# Try it
Filter the entries for lines with the word "points".

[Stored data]
·····
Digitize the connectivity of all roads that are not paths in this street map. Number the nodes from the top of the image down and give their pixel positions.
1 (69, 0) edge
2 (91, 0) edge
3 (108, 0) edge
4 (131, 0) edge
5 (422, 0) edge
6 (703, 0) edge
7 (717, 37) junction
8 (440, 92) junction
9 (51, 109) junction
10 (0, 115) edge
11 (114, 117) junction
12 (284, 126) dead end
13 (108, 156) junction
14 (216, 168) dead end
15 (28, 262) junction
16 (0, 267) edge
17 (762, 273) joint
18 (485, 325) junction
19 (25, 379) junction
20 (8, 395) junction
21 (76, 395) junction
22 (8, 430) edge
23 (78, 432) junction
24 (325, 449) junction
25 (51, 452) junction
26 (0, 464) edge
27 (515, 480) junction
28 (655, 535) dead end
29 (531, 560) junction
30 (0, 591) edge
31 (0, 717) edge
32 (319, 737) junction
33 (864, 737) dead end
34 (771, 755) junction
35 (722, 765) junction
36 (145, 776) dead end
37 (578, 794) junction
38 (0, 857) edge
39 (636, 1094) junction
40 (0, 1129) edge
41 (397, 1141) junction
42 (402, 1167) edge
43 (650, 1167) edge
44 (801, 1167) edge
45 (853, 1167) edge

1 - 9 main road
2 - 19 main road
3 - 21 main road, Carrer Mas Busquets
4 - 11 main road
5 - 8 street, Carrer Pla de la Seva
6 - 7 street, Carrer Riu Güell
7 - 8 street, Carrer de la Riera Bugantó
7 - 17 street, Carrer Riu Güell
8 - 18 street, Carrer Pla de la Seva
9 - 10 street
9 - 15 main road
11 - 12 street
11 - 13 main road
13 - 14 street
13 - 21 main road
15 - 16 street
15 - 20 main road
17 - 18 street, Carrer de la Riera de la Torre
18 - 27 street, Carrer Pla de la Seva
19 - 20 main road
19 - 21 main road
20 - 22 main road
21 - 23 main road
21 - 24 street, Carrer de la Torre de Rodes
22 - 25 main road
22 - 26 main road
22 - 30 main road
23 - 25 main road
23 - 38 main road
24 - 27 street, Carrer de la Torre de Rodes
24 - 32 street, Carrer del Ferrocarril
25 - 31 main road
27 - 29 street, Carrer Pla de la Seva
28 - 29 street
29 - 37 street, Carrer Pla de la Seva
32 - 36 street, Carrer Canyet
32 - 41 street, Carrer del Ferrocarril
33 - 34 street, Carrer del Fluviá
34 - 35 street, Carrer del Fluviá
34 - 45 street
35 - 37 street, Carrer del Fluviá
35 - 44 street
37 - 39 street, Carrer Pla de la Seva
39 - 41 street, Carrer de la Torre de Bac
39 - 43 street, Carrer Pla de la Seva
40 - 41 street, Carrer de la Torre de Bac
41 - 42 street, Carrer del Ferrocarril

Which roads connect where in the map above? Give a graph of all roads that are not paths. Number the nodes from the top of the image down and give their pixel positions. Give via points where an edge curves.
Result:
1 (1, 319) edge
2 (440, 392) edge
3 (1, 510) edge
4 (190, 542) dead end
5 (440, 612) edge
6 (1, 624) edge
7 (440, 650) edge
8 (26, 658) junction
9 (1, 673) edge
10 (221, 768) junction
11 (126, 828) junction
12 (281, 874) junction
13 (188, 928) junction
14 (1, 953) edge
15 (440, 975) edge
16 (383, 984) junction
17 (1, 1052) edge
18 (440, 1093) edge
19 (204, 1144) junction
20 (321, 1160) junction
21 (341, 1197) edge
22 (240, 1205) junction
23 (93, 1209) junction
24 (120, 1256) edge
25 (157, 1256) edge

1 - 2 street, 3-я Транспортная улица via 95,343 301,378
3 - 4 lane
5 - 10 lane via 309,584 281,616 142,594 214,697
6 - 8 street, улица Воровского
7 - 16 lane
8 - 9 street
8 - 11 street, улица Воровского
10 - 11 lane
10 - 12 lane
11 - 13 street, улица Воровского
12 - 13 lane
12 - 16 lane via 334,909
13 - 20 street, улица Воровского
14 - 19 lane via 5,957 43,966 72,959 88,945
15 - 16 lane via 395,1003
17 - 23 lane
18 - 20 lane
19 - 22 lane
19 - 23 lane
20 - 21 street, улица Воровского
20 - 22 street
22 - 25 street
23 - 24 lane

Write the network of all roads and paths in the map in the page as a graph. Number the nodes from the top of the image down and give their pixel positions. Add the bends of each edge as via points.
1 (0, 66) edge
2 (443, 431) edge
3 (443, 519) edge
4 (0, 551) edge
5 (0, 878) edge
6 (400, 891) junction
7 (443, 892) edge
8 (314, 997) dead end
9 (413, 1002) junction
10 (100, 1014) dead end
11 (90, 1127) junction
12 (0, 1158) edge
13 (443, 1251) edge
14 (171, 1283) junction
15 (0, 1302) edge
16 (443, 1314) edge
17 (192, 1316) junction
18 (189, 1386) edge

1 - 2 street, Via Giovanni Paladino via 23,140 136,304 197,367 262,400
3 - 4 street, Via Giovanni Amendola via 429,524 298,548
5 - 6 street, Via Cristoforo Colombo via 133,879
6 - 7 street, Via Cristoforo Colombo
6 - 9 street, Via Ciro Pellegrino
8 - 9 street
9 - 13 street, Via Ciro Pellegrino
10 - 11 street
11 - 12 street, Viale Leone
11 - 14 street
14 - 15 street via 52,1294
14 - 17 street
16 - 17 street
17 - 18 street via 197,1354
·····
# Answer space
Which roads connect where in the map above? Give a graph of all roads that are not paths. Number the nodes from the top of the image down and give their pixel positions. Give via points where an edge curves.
Write the network of all roads and paths in the map in the page as a graph. Number the nodes from the top of the image down and give their pixel positions. Add the bends of each edge as via points.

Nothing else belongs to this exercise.